▸ **YOUR TASK**: Would you filter these records and copy every line that has the word "PEMBROOK"?

▸ **DATA FOR THIS TASK**:

•••••

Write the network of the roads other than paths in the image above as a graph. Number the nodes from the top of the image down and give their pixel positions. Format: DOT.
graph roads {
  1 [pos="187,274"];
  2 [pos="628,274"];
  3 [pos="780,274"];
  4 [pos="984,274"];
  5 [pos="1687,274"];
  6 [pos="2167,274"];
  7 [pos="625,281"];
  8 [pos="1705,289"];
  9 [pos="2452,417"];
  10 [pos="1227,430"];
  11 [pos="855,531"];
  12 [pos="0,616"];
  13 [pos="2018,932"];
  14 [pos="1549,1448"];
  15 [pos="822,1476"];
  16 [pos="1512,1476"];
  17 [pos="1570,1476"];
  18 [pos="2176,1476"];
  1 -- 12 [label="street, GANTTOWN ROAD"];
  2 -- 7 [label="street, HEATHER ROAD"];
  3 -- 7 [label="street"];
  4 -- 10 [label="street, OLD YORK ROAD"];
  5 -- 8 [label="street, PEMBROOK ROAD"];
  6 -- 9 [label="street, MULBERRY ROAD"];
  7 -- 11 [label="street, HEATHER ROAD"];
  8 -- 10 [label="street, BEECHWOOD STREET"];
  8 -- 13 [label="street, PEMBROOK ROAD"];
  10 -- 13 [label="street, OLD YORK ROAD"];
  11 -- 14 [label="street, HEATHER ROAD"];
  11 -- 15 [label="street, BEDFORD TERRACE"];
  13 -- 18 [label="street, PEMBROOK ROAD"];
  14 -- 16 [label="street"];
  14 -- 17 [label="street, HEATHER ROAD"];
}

•••••

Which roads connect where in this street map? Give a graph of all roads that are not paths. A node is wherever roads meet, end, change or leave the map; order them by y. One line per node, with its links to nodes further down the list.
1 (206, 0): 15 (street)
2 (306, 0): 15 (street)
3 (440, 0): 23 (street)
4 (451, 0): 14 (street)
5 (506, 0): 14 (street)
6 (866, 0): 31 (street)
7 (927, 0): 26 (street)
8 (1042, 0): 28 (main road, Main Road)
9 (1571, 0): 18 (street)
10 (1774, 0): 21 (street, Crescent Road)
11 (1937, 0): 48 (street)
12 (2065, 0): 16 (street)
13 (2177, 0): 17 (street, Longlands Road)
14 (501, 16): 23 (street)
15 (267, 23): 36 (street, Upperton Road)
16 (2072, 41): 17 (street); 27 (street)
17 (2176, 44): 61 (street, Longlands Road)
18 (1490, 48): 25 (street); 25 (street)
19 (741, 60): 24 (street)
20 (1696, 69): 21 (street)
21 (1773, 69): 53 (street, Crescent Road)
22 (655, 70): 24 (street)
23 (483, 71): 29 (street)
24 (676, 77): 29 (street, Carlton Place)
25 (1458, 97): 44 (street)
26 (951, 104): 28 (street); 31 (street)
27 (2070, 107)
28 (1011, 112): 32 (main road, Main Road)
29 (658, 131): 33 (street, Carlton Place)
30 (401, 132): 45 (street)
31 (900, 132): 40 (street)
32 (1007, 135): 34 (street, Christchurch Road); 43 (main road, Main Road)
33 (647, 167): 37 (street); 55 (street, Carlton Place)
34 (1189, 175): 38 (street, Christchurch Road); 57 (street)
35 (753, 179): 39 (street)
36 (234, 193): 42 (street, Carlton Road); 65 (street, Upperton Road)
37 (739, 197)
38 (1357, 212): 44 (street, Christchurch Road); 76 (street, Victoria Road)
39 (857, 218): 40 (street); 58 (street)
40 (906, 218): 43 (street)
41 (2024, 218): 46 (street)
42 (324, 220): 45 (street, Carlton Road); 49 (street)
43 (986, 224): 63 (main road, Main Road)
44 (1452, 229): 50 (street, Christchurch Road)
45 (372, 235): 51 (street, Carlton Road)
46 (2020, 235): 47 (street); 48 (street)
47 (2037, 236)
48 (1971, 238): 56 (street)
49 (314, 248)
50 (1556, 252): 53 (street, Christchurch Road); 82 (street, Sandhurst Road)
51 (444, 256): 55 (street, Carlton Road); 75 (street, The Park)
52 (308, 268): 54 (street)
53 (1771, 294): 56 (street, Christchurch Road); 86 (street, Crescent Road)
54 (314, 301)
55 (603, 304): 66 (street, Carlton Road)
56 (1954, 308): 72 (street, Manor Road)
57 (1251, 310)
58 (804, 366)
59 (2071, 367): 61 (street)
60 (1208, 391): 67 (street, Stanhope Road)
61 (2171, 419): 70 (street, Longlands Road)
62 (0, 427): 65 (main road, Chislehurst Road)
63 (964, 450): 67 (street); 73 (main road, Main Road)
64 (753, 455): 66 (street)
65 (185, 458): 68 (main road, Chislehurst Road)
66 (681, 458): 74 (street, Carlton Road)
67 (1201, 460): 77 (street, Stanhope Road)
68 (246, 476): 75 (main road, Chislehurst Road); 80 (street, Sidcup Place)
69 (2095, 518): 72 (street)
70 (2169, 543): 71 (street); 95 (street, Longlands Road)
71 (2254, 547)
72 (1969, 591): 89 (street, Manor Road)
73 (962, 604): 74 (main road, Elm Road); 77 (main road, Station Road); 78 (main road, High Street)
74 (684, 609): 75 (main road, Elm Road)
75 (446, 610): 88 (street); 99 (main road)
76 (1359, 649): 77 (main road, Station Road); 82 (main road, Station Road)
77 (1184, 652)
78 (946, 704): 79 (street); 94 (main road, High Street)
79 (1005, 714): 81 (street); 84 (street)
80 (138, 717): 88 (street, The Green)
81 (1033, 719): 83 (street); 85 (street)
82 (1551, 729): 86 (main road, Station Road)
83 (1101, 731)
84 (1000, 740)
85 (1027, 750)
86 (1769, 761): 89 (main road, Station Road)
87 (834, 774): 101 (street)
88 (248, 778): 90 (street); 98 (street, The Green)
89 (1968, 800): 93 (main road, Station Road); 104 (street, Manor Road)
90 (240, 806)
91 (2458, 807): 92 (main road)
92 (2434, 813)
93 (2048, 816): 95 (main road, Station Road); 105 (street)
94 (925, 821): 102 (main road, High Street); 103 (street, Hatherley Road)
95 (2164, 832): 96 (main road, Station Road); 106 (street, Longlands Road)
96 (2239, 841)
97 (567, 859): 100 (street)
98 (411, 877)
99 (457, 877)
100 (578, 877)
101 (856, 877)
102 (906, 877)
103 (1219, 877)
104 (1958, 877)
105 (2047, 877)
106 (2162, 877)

•••••

▸ **EXERCISE OUTPUT**:
  5 -- 8 [label="street, PEMBROOK ROAD"];
  8 -- 13 [label="street, PEMBROOK ROAD"];
  13 -- 18 [label="street, PEMBROOK ROAD"];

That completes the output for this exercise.